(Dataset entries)
__________

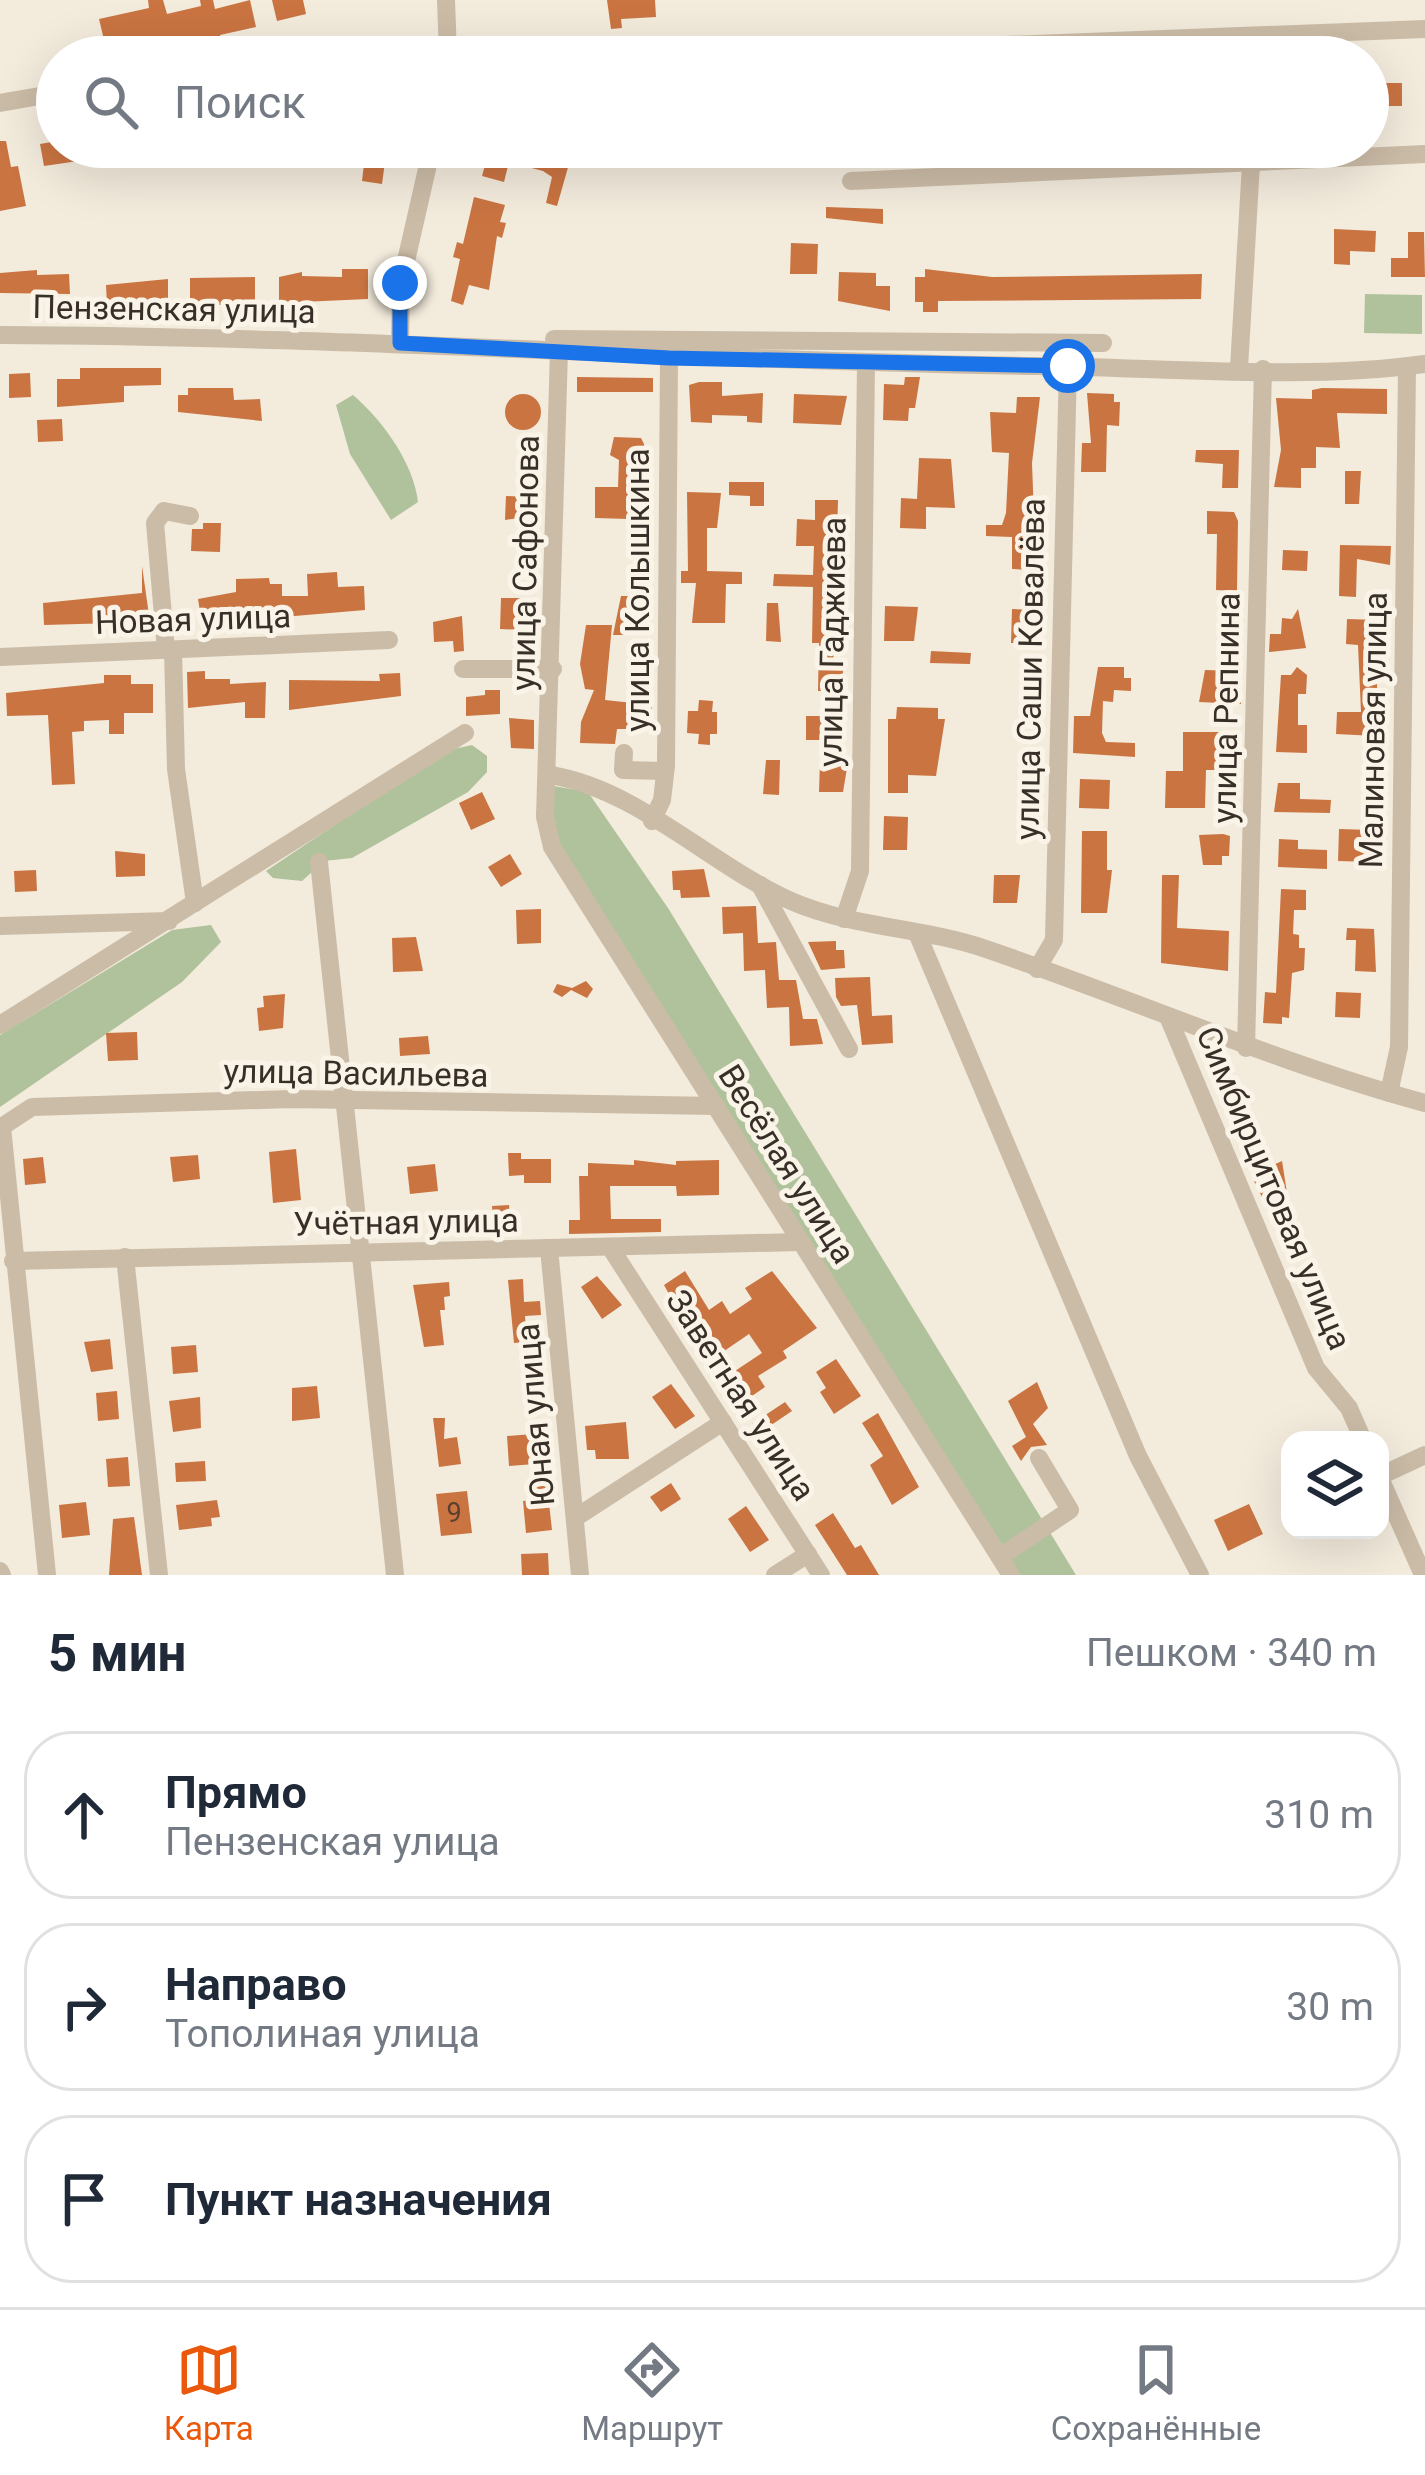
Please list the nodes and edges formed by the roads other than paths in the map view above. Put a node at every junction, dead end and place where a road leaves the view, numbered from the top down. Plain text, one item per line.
1 (446, 0) edge
2 (1425, 29) edge
3 (447, 36) edge
4 (1242, 36) edge
5 (36, 97) edge
6 (0, 103) edge
7 (1425, 154) edge
8 (1389, 156) edge
9 (426, 168) edge
10 (1157, 168) edge
11 (1251, 168) edge
12 (851, 181) dead end
13 (0, 334) edge
14 (400, 343) junction
15 (1103, 343) dead end
16 (559, 351) junction
17 (669, 358) junction
18 (866, 364) junction
19 (1416, 365) edge
20 (1068, 366) junction
21 (1239, 368) junction
22 (1263, 369) junction
23 (190, 516) dead end
24 (389, 640) dead end
25 (169, 650) junction
26 (0, 657) edge
27 (463, 669) dead end
28 (553, 669) junction
29 (465, 734) dead end
30 (624, 754) dead end
31 (665, 771) junction
32 (550, 775) junction
33 (652, 820) junction
34 (319, 862) dead end
35 (760, 885) junction
36 (195, 903) junction
37 (844, 919) junction
38 (170, 921) junction
39 (0, 926) edge
40 (917, 933) junction
41 (1036, 969) junction
42 (1169, 1019) junction
43 (0, 1025) edge
44 (1246, 1048) junction
45 (849, 1049) dead end
46 (1389, 1093) junction
47 (346, 1100) junction
48 (716, 1106) junction
49 (1423, 1107) edge
50 (1, 1127) edge
51 (800, 1242) junction
52 (610, 1247) junction
53 (549, 1248) junction
54 (361, 1253) junction
55 (125, 1257) junction
56 (13, 1262) junction
57 (723, 1422) junction
58 (1359, 1431) edge
59 (1425, 1455) edge
60 (1039, 1458) dead end
61 (1389, 1473) edge
62 (1389, 1498) edge
63 (575, 1518) junction
64 (808, 1554) junction
65 (1000, 1557) junction
66 (47, 1575) edge
67 (159, 1575) edge
68 (395, 1575) edge
69 (580, 1575) edge
70 (775, 1575) edge
71 (821, 1575) edge
72 (1011, 1575) edge
73 (1200, 1575) edge
74 (1423, 1575) edge

1 - 3 street
2 - 4 street
5 - 6 street
7 - 8 street
9 - 14 street
10 - 12 street
11 - 21 street
13 - 14 street, Пензенская улица
14 - 15 street
14 - 16 street, Пензенская улица
16 - 17 street, Пензенская улица
16 - 28 street, улица Сафонова
17 - 18 street, Пензенская улица
17 - 31 street, улица Колышкина
18 - 20 street, Пензенская улица
18 - 37 street, улица Гаджиева
19 - 22 street, Пензенская улица
19 - 46 street, Малиновая улица
20 - 21 street, Пензенская улица
20 - 41 street, улица Саши Ковалёва
21 - 22 street, Пензенская улица
22 - 44 street, улица Репнина
23 - 25 street
24 - 25 street, Новая улица
25 - 26 street, Новая улица
25 - 36 street
27 - 28 street
28 - 32 street, улица Сафонова
29 - 36 street
30 - 31 street
31 - 33 street, улица Колышкина
32 - 33 street
32 - 48 street, Весёлая улица
33 - 35 street
34 - 47 street
35 - 37 street
35 - 45 street
36 - 38 street
37 - 40 street
38 - 39 street
38 - 43 street
40 - 41 street
40 - 73 street
41 - 42 street
42 - 44 street
42 - 58 street, Симбирцитовая улица
44 - 46 street
46 - 49 street
47 - 48 street, улица Васильева
47 - 50 street, улица Васильева
47 - 54 street
48 - 51 street, Весёлая улица
50 - 56 street
51 - 52 street, Учётная улица
51 - 65 street, Весёлая улица
52 - 53 street, Учётная улица
52 - 57 street, Заветная улица
53 - 54 street, Учётная улица
53 - 63 street, Юная улица
54 - 55 street, Учётная улица
54 - 68 street
55 - 56 street, Учётная улица
55 - 67 street
56 - 66 street
57 - 63 street
57 - 64 street, Заветная улица
59 - 61 street
60 - 65 street
62 - 74 street
63 - 69 street, Юная улица
64 - 70 street
64 - 71 street, Заветная улица
65 - 72 street, Весёлая улица

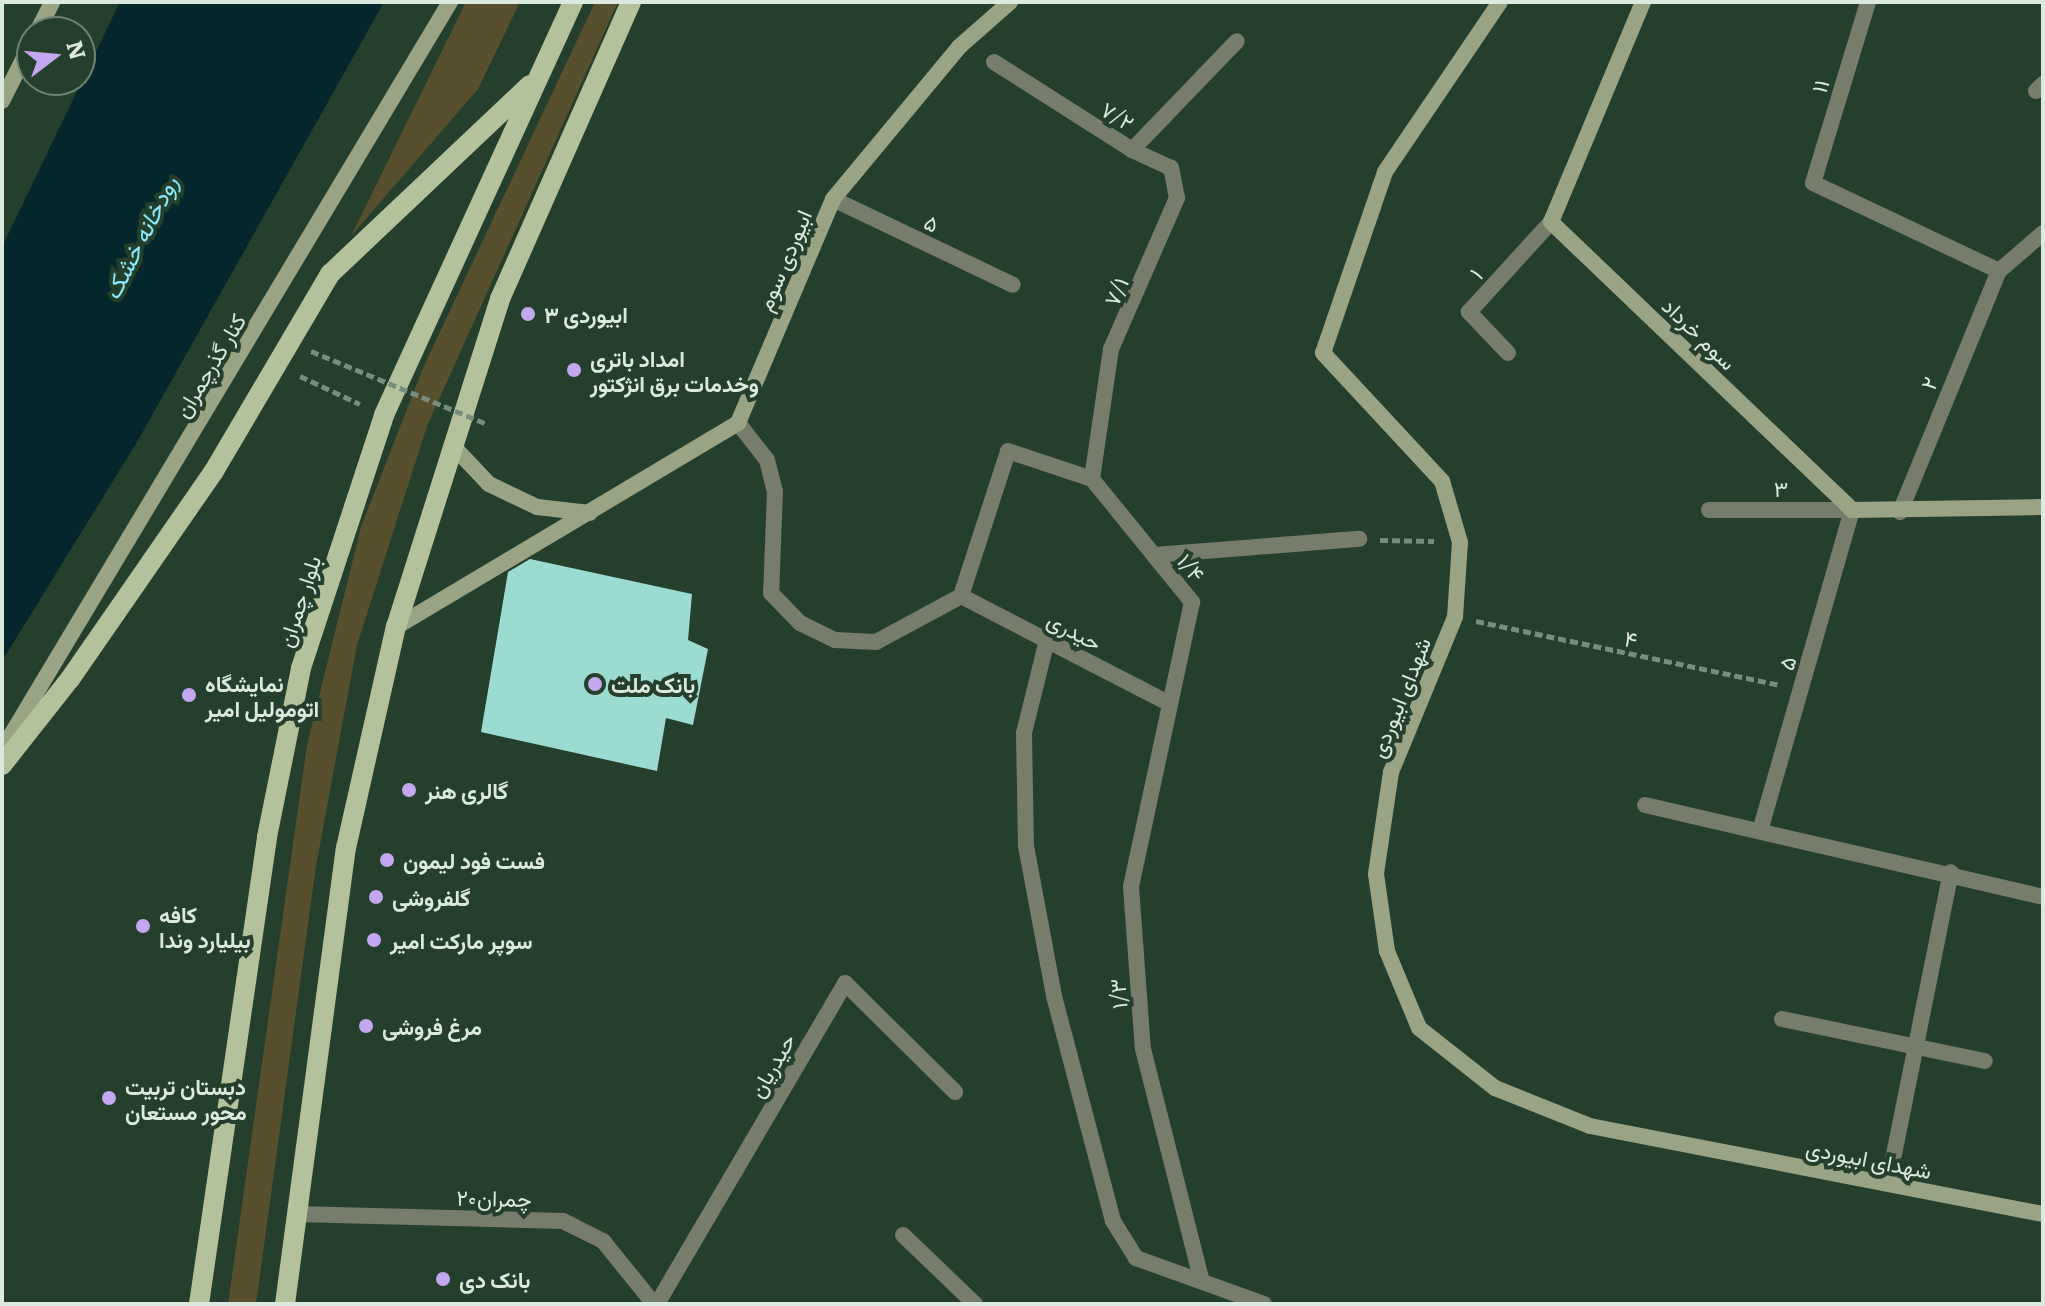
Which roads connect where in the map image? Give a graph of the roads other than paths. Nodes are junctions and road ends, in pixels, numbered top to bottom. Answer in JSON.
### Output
{"nodes":[{"id":1,"x":450,"y":2,"type":"edge"},
{"id":2,"x":573,"y":2,"type":"edge"},
{"id":3,"x":631,"y":2,"type":"edge"},
{"id":4,"x":1010,"y":2,"type":"edge"},
{"id":5,"x":1500,"y":2,"type":"edge"},
{"id":6,"x":1643,"y":2,"type":"edge"},
{"id":7,"x":1868,"y":2,"type":"edge"},
{"id":8,"x":1237,"y":41,"type":"dead end"},
{"id":9,"x":994,"y":62,"type":"dead end"},
{"id":10,"x":16,"y":73,"type":"edge"},
{"id":11,"x":539,"y":76,"type":"junction"},
{"id":12,"x":2,"y":101,"type":"edge"},
{"id":13,"x":1132,"y":150,"type":"junction"},
{"id":14,"x":833,"y":199,"type":"junction"},
{"id":15,"x":1551,"y":222,"type":"junction"},
{"id":16,"x":2043,"y":233,"type":"edge"},
{"id":17,"x":1999,"y":271,"type":"junction"},
{"id":18,"x":1013,"y":285,"type":"dead end"},
{"id":19,"x":1508,"y":353,"type":"dead end"},
{"id":20,"x":738,"y":423,"type":"junction"},
{"id":21,"x":452,"y":445,"type":"junction"},
{"id":22,"x":1092,"y":479,"type":"junction"},
{"id":23,"x":2043,"y":507,"type":"edge"},
{"id":24,"x":1709,"y":510,"type":"dead end"},
{"id":25,"x":1852,"y":510,"type":"junction"},
{"id":26,"x":1900,"y":512,"type":"junction"},
{"id":27,"x":590,"y":513,"type":"junction"},
{"id":28,"x":1359,"y":539,"type":"road end"},
{"id":29,"x":1154,"y":555,"type":"junction"},
{"id":30,"x":961,"y":596,"type":"junction"},
{"id":31,"x":396,"y":627,"type":"junction"},
{"id":32,"x":1047,"y":640,"type":"junction"},
{"id":33,"x":1168,"y":703,"type":"junction"},
{"id":34,"x":2,"y":750,"type":"edge"},
{"id":35,"x":2,"y":765,"type":"edge"},
{"id":36,"x":1645,"y":805,"type":"dead end"},
{"id":37,"x":1761,"y":828,"type":"junction"},
{"id":38,"x":1951,"y":872,"type":"junction"},
{"id":39,"x":2043,"y":897,"type":"edge"},
{"id":40,"x":1782,"y":1019,"type":"dead end"},
{"id":41,"x":1912,"y":1049,"type":"junction"},
{"id":42,"x":1985,"y":1061,"type":"dead end"},
{"id":43,"x":955,"y":1092,"type":"dead end"},
{"id":44,"x":1888,"y":1184,"type":"junction"},
{"id":45,"x":297,"y":1214,"type":"junction"},
{"id":46,"x":2043,"y":1214,"type":"edge"},
{"id":47,"x":903,"y":1235,"type":"dead end"},
{"id":48,"x":1201,"y":1278,"type":"junction"},
{"id":49,"x":199,"y":1304,"type":"edge"},
{"id":50,"x":285,"y":1304,"type":"edge"},
{"id":51,"x":656,"y":1304,"type":"edge"},
{"id":52,"x":975,"y":1304,"type":"edge"},
{"id":53,"x":1264,"y":1304,"type":"edge"}],
"edges":[{"from":1,"to":34,"type":"street","name":"کنار گذرچمران"},
{"from":2,"to":11,"type":"main road","name":"بلوار چمران"},
{"from":3,"to":21,"type":"main road"},
{"from":4,"to":14,"type":"street","name":"ابیوردی سوم"},
{"from":5,"to":44,"type":"street","name":"شهدای ابیوردی"},
{"from":6,"to":15,"type":"street"},
{"from":7,"to":17,"type":"street","name":"۱۱"},
{"from":8,"to":13,"type":"street","name":"۷/۲"},
{"from":9,"to":13,"type":"street","name":"۷/۲"},
{"from":10,"to":12,"type":"street"},
{"from":11,"to":35,"type":"main road"},
{"from":11,"to":49,"type":"main road","name":"بلوار چمران"},
{"from":13,"to":22,"type":"street","name":"۷/۱"},
{"from":14,"to":18,"type":"street","name":"۵"},
{"from":14,"to":20,"type":"street","name":"ابیوردی سوم"},
{"from":15,"to":19,"type":"street","name":"۱"},
{"from":15,"to":25,"type":"street","name":"سوم خرداد"},
{"from":16,"to":17,"type":"street"},
{"from":17,"to":26,"type":"street","name":"۲"},
{"from":20,"to":27,"type":"street"},
{"from":20,"to":30,"type":"street"},
{"from":21,"to":27,"type":"street"},
{"from":21,"to":31,"type":"main road"},
{"from":22,"to":29,"type":"street","name":"۱/۴"},
{"from":22,"to":30,"type":"street"},
{"from":23,"to":26,"type":"street"},
{"from":24,"to":25,"type":"street","name":"۳"},
{"from":25,"to":26,"type":"street"},
{"from":25,"to":37,"type":"street","name":"۵"},
{"from":27,"to":31,"type":"street"},
{"from":28,"to":29,"type":"street"},
{"from":29,"to":33,"type":"street","name":"۱/۴"},
{"from":30,"to":32,"type":"street","name":"حیدری"},
{"from":31,"to":45,"type":"main road"},
{"from":32,"to":33,"type":"street","name":"حیدری"},
{"from":32,"to":48,"type":"street"},
{"from":33,"to":48,"type":"street","name":"۱/۳"},
{"from":36,"to":37,"type":"street"},
{"from":37,"to":38,"type":"street"},
{"from":38,"to":39,"type":"street"},
{"from":38,"to":41,"type":"street"},
{"from":40,"to":41,"type":"street"},
{"from":41,"to":42,"type":"street"},
{"from":41,"to":44,"type":"street"},
{"from":43,"to":51,"type":"street","name":"حیدریان"},
{"from":44,"to":46,"type":"street","name":"شهدای ابیوردی"},
{"from":45,"to":50,"type":"main road"},
{"from":45,"to":51,"type":"street","name":"چمران۲۰"},
{"from":47,"to":52,"type":"street"},
{"from":48,"to":53,"type":"street"}]}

__________

* **What the task asks**
Read through the entries above, and wherever a line holds the string "Сафонова", copy it.

* **Problem solution**
16 - 28 street, улица Сафонова
28 - 32 street, улица Сафонова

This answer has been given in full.